D'ailleurs, il pleuvra, le temps se brouille; miss ne sortira pas, et
_Otello_ se reposera. Allons, _mossiou_, ne soyez pas fâché. J'ai tout
fait pour le mieux: quand j'ai vu qu'au lieu de vous calmer, je vous
rendais plus volontaire, et que vous preniez votre porte-manteau pour
sortir du palais sans rien dire à personne, je me suis dit, moi: «Ce
pauvre garçon ne va pas trouver de voiture, ou, s'il en trouve une, ce
sera pire que d'aller à pied; il sera arrêté sur le chemin; il est fou,
il voudra se défendre; on me le tuera.»
--Mais quel diable d'intérêt prends-tu à moi? lui criai-je en lui jetant
vingt francs qu'il refusa obstinément.
--Je prends intérêt au futur mari de la Medora, répondit-il, au futur
héritier de lady B***; car, voyez-vous, _c'est moi que je vous le dis_,
vous serez ce mari et cet héritier. Pour le moment, vous êtes coiffé de
cette brunette de Frascati; mais, avant huit jours, vous en serez las,
et vous reviendrez à Rome. La signorina n'aime pas son cousin Richard.

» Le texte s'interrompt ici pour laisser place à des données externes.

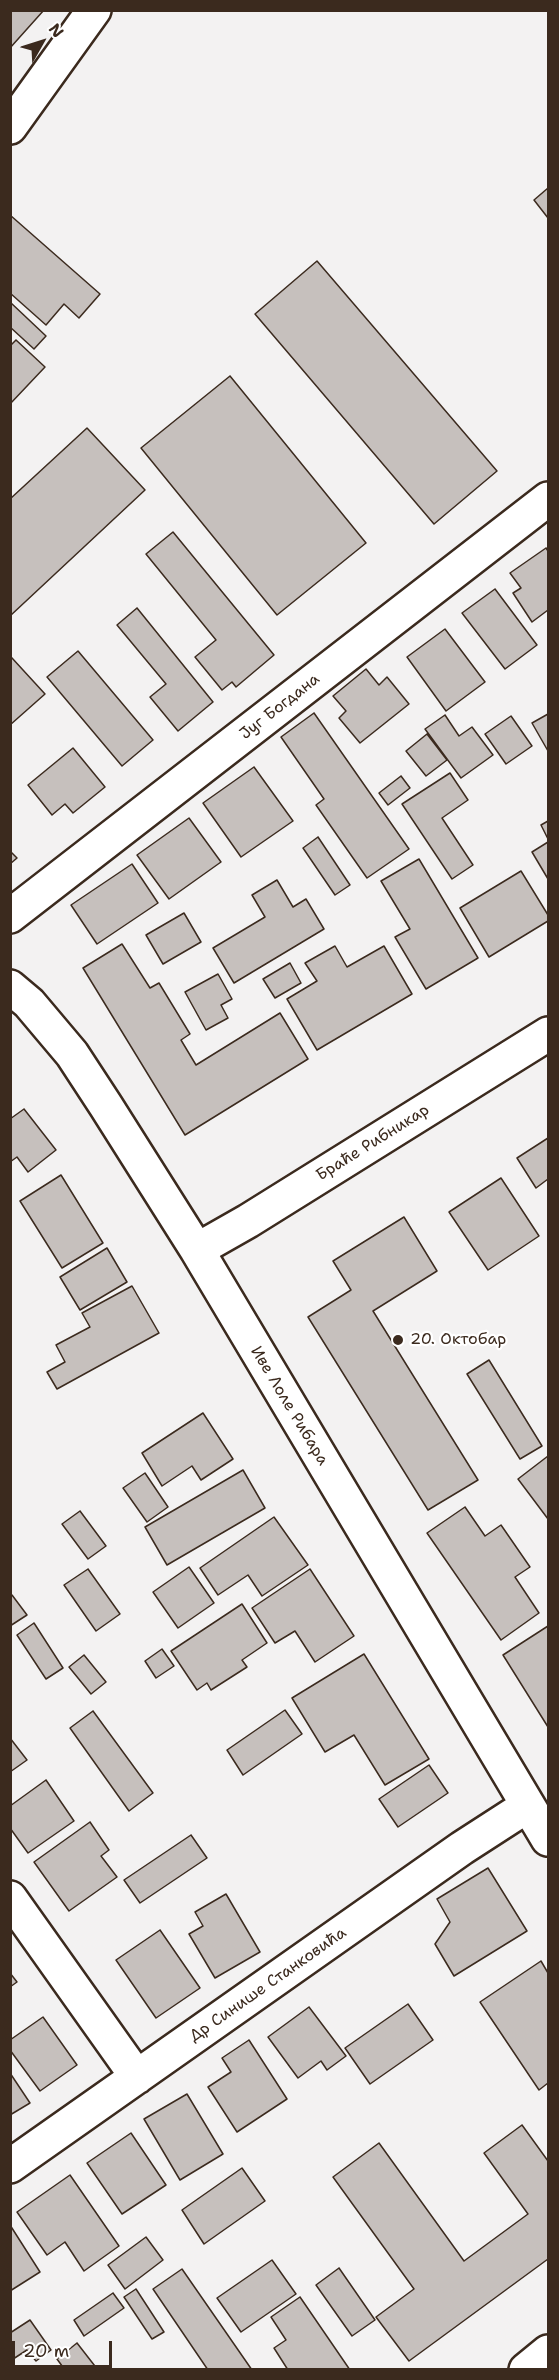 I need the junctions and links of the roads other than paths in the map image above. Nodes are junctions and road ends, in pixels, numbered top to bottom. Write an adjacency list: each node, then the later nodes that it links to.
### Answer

Elle l'aime d'autant moins qu'elle fait son possible pour l'aimer; mais
il est sot, et elle s'en aperçoit bien. Bonsoir, Excellence; gardez
votre argent; vous êtes généreux, je le sais: c'est pour cela que
j'attends, pour accepter, que vous soyez riche. En faisant votre
fortune, je fais la mienne.
En parlant ainsi, il sauta à cheval et prit Otello par la bride. Je
voulais qu'il entrât dans la ville pour laisser reposer ces deux braves
bêtes.
--Non, non, dit-il, les domestiques courent les rues de Rome, cette
nuit; ils m'ont confié le soin des écuries; mais, au point du jour, ils
y donneront un coup d'oeil, et il faut que ces deux bêtes-ci soient
séchées et pansées, pour qu'ils ne se doutent de rien.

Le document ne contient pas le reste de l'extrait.